▶ **What the task asks**:
With the line containing "Build a routing" as the starting point, write out each line exactly through the final line of the listing, both ends included.

▶ **Entries shown**:
________________________

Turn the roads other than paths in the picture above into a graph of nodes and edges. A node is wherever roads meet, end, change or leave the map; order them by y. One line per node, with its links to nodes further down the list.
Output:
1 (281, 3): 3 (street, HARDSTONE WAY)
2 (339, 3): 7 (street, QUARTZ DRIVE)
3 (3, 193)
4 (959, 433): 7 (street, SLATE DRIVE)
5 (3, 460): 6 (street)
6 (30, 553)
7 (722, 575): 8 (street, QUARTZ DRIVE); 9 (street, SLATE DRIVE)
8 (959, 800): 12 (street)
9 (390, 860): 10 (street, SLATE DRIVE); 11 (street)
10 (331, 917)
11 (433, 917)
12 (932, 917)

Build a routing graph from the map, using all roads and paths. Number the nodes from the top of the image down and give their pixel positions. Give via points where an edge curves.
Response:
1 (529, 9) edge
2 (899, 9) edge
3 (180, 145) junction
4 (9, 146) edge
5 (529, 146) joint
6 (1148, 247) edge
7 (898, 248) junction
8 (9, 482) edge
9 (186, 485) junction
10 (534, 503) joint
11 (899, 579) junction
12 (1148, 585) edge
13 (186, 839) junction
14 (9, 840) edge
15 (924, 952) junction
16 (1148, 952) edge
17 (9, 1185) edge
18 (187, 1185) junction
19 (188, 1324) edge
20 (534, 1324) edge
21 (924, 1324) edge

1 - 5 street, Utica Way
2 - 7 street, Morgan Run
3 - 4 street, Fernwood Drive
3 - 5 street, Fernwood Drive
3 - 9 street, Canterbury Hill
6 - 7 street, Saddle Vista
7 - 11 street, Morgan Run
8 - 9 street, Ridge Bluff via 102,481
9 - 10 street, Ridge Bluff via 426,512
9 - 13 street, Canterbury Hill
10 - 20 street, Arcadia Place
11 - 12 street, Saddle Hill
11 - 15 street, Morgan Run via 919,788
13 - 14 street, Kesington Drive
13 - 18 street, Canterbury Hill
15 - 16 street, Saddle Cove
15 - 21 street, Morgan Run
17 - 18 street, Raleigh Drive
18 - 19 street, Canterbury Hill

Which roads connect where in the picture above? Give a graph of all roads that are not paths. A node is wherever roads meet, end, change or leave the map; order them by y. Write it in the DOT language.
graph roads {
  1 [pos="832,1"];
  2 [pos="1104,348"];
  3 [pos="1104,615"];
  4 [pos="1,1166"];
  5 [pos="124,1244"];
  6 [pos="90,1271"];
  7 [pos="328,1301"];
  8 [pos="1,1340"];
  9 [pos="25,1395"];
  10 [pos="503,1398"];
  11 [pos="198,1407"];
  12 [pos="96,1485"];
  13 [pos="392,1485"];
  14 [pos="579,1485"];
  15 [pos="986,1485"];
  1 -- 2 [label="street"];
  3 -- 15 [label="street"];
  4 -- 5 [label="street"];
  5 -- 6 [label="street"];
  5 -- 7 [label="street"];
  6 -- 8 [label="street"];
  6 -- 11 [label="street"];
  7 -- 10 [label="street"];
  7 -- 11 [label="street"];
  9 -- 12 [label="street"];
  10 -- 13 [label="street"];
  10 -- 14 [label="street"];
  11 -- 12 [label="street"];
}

________________________

▶ **Exercise result**:
Build a routing graph from the map, using all roads and paths. Number the nodes from the top of the image down and give their pixel positions. Give via points where an edge curves.
Response:
1 (529, 9) edge
2 (899, 9) edge
3 (180, 145) junction
4 (9, 146) edge
5 (529, 146) joint
6 (1148, 247) edge
7 (898, 248) junction
8 (9, 482) edge
9 (186, 485) junction
10 (534, 503) joint
11 (899, 579) junction
12 (1148, 585) edge
13 (186, 839) junction
14 (9, 840) edge
15 (924, 952) junction
16 (1148, 952) edge
17 (9, 1185) edge
18 (187, 1185) junction
19 (188, 1324) edge
20 (534, 1324) edge
21 (924, 1324) edge

1 - 5 street, Utica Way
2 - 7 street, Morgan Run
3 - 4 street, Fernwood Drive
3 - 5 street, Fernwood Drive
3 - 9 street, Canterbury Hill
6 - 7 street, Saddle Vista
7 - 11 street, Morgan Run
8 - 9 street, Ridge Bluff via 102,481
9 - 10 street, Ridge Bluff via 426,512
9 - 13 street, Canterbury Hill
10 - 20 street, Arcadia Place
11 - 12 street, Saddle Hill
11 - 15 street, Morgan Run via 919,788
13 - 14 street, Kesington Drive
13 - 18 street, Canterbury Hill
15 - 16 street, Saddle Cove
15 - 21 street, Morgan Run
17 - 18 street, Raleigh Drive
18 - 19 street, Canterbury Hill

Which roads connect where in the picture above? Give a graph of all roads that are not paths. A node is wherever roads meet, end, change or leave the map; order them by y. Write it in the DOT language.
graph roads {
  1 [pos="832,1"];
  2 [pos="1104,348"];
  3 [pos="1104,615"];
  4 [pos="1,1166"];
  5 [pos="124,1244"];
  6 [pos="90,1271"];
  7 [pos="328,1301"];
  8 [pos="1,1340"];
  9 [pos="25,1395"];
  10 [pos="503,1398"];
  11 [pos="198,1407"];
  12 [pos="96,1485"];
  13 [pos="392,1485"];
  14 [pos="579,1485"];
  15 [pos="986,1485"];
  1 -- 2 [label="street"];
  3 -- 15 [label="street"];
  4 -- 5 [label="street"];
  5 -- 6 [label="street"];
  5 -- 7 [label="street"];
  6 -- 8 [label="street"];
  6 -- 11 [label="street"];
  7 -- 10 [label="street"];
  7 -- 11 [label="street"];
  9 -- 12 [label="street"];
  10 -- 13 [label="street"];
  10 -- 14 [label="street"];
  11 -- 12 [label="street"];
}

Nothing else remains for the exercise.